El cacique era el encargado de guiar y organizar las cacerías y frecuentes traslados del campamento.
La unión de varias familias ligadas por una relación de parentesco, conformaba una agrupación o tribu organizada bajo un jefe que dirigía las cacerías, expediciones y mediaba en los conflictos internos.
El cacique no era un líder político, su acción se concentraba más bien en la organización de ciertas actividades prácticas en cada tribu.
En caso de guerra con otras etnias, como los Puelches y los Mapuche, los caciques se unían y planeaban en asambleas las estrategias a seguir.
Los Aonikenk, además de ser una de las etnias más altas del mundo, eran longevos, a pesar de las extremadas condiciones climáticas.
El explorador Ramón Lista, quién convivió con los indígenas hace más de un siglo, constató en esa época la existencia de miembros de la comunidad octogenarios, nonagenarios e incluso algunos centenarios.
Las armas originarias de los Aonikenk eran la boleadora, la lanza y, en menor medida, el arco y la flecha.
Para la defensa y la caza utilizaban la boleadora.
Esta es un arma constituida por piedras del tamaño de un huevo cubiertas por una funda de cuero, y atadas a un lazo hecho con nervaduras de guanaco o avestruz.

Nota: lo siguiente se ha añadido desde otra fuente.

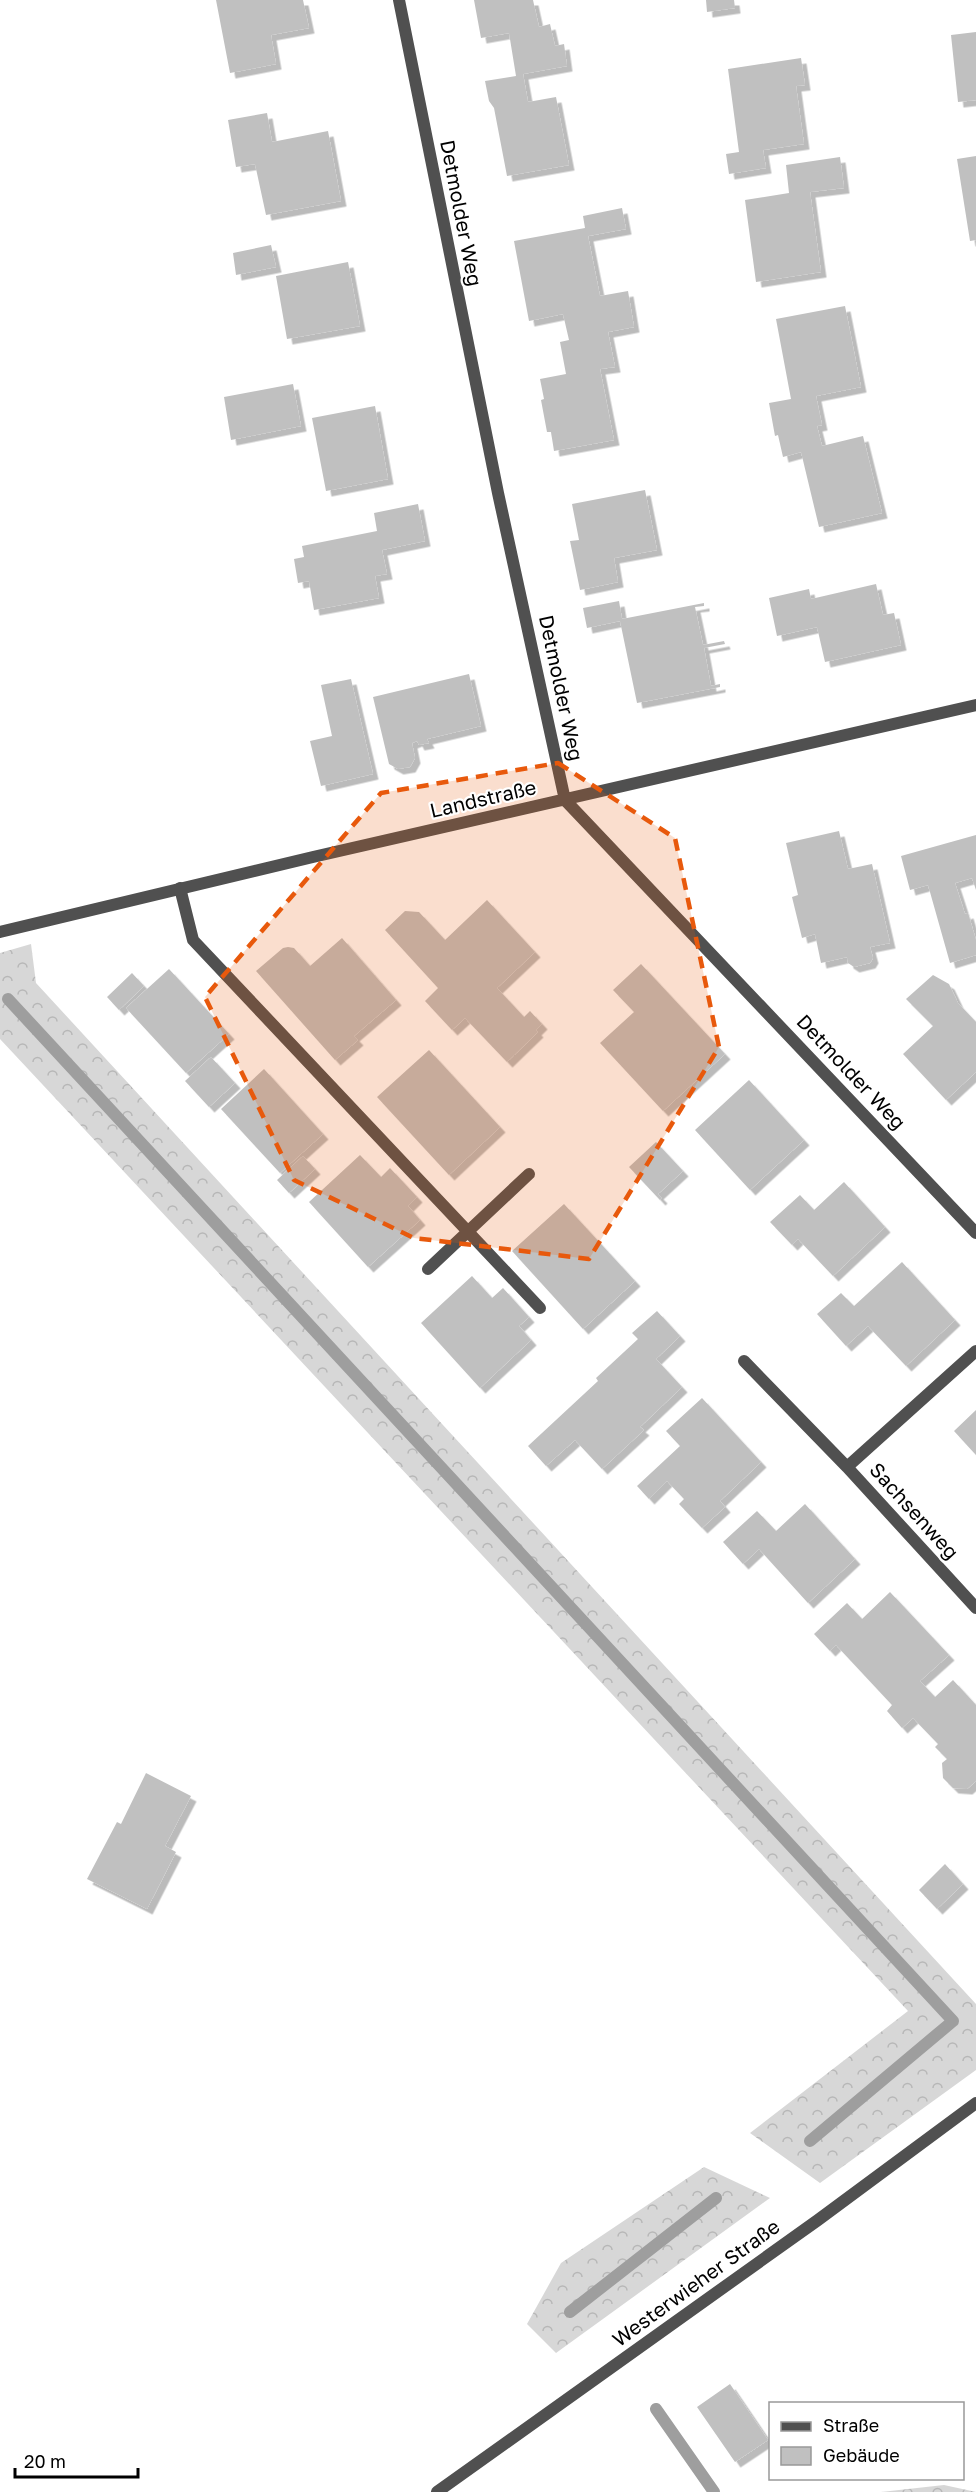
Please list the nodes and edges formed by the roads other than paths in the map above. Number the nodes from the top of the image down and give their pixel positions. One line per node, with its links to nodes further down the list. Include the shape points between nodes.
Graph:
1 (399, 0): 3 (street, Detmolder Weg, via 498,493)
2 (976, 705): 3 (street, Landstraße)
3 (566, 800): 4 (street, Landstraße); 8 (street, Detmolder Weg)
4 (180, 888): 5 (street, Landstraße); 7 (street, via 193,940)
5 (0, 932)
6 (529, 1174): 7 (street)
7 (469, 1230): 9 (street); 10 (street)
8 (976, 1233)
9 (428, 1269)
10 (540, 1308)
11 (976, 1351): 13 (street, Sachsenweg)
12 (744, 1361): 13 (street, Sachsenweg)
13 (847, 1467): 14 (street, Sachsenweg)
14 (976, 1608)
15 (976, 2103): 16 (street, Westerwieher Straße)
16 (437, 2492)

Aún en uso en la Patagonia por estancieros y ganaderos, se blande en el aire en forma de círculos y luego se lanza a los pies del animal que se quiere capturar.
Había tres tipos de boleadoras: chumé, yachiko, y bola perdida.
La chumé, tenía dos bolas y estaba hecha especialmente para la caza del avestruz.
La boleadora yachiko, tenía tres piedras y era usada en la caza del guanaco.
La bola perdida, un tipo de honda en la que no se recuperaba el proyectil.
Las armas de fuego, el caballo y el alcohol fueron incorporados a sus costumbres, con la llegada del hombre blanco.
Aparte de su imponente estatura, los Aonikenk, tenían un gran desarrollo toráxico. Sus espaldas eran amplias y sus piernas fuertes, rasgos que facilitaban la caza terrestre.
Las mujeres eran de caderas anchas, más gruesas que los hombres, pero proporcionadas. También se caracterizaban por poseer dientes muy blancos. Esta característica, algunos autores se la atribuyen a la costumbre de masticar el fruto de color oscuro del maqui o molle, arbusto con cuya resina se elabora el incienso.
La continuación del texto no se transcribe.